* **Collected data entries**
>>>>
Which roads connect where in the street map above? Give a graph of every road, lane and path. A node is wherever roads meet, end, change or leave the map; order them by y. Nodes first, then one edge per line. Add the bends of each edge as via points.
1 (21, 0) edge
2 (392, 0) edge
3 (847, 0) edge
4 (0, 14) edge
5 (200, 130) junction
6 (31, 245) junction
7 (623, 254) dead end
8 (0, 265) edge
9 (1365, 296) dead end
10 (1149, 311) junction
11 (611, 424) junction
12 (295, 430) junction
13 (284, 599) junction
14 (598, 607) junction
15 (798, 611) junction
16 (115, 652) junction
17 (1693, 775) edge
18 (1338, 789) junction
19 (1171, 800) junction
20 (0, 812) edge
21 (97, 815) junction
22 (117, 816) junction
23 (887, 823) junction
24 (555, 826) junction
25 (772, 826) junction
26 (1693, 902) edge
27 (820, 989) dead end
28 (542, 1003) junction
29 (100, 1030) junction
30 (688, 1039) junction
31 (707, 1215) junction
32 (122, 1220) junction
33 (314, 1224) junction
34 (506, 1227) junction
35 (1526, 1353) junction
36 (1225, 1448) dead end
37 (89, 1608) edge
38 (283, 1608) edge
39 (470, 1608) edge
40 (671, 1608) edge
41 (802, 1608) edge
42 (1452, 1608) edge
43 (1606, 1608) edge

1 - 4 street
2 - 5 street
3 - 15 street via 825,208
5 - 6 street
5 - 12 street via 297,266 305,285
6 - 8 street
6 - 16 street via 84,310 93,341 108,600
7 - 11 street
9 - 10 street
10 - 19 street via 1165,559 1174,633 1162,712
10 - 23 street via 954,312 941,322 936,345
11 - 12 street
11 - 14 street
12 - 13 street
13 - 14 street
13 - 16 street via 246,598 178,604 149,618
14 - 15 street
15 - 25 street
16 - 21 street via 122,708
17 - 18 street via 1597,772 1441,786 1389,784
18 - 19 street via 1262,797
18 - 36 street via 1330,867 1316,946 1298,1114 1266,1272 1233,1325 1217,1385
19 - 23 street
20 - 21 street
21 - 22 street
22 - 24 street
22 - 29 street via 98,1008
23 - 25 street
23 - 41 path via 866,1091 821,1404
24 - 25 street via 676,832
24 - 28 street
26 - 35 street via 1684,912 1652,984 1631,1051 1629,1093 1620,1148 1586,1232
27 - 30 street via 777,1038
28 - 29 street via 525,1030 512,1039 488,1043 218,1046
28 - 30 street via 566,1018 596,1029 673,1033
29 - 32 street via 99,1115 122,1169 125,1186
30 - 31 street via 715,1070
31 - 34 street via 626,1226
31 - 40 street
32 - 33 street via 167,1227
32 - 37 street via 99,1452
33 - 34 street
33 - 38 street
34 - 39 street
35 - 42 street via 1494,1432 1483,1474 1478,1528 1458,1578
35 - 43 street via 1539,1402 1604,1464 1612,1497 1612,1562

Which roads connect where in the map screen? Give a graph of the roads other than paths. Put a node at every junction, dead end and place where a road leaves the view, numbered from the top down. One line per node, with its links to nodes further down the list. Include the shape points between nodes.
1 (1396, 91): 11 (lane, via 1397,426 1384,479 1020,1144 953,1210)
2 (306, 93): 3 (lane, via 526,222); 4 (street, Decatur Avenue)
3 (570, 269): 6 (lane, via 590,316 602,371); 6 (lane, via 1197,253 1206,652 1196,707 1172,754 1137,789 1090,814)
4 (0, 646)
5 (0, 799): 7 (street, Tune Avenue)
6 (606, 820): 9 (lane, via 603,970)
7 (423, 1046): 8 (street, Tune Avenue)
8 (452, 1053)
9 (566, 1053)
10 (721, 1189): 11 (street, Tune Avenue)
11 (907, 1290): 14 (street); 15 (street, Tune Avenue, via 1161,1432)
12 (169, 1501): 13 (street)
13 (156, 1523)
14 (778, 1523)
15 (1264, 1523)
<<<<
* **Instructions to follow**
What must be returned is the line with "Which roads connect where in the map" plus every line after it to the end of the entries, exactly as they appear.

* **Solution for this exercise**
Which roads connect where in the map screen? Give a graph of the roads other than paths. Put a node at every junction, dead end and place where a road leaves the view, numbered from the top down. One line per node, with its links to nodes further down the list. Include the shape points between nodes.
1 (1396, 91): 11 (lane, via 1397,426 1384,479 1020,1144 953,1210)
2 (306, 93): 3 (lane, via 526,222); 4 (street, Decatur Avenue)
3 (570, 269): 6 (lane, via 590,316 602,371); 6 (lane, via 1197,253 1206,652 1196,707 1172,754 1137,789 1090,814)
4 (0, 646)
5 (0, 799): 7 (street, Tune Avenue)
6 (606, 820): 9 (lane, via 603,970)
7 (423, 1046): 8 (street, Tune Avenue)
8 (452, 1053)
9 (566, 1053)
10 (721, 1189): 11 (street, Tune Avenue)
11 (907, 1290): 14 (street); 15 (street, Tune Avenue, via 1161,1432)
12 (169, 1501): 13 (street)
13 (156, 1523)
14 (778, 1523)
15 (1264, 1523)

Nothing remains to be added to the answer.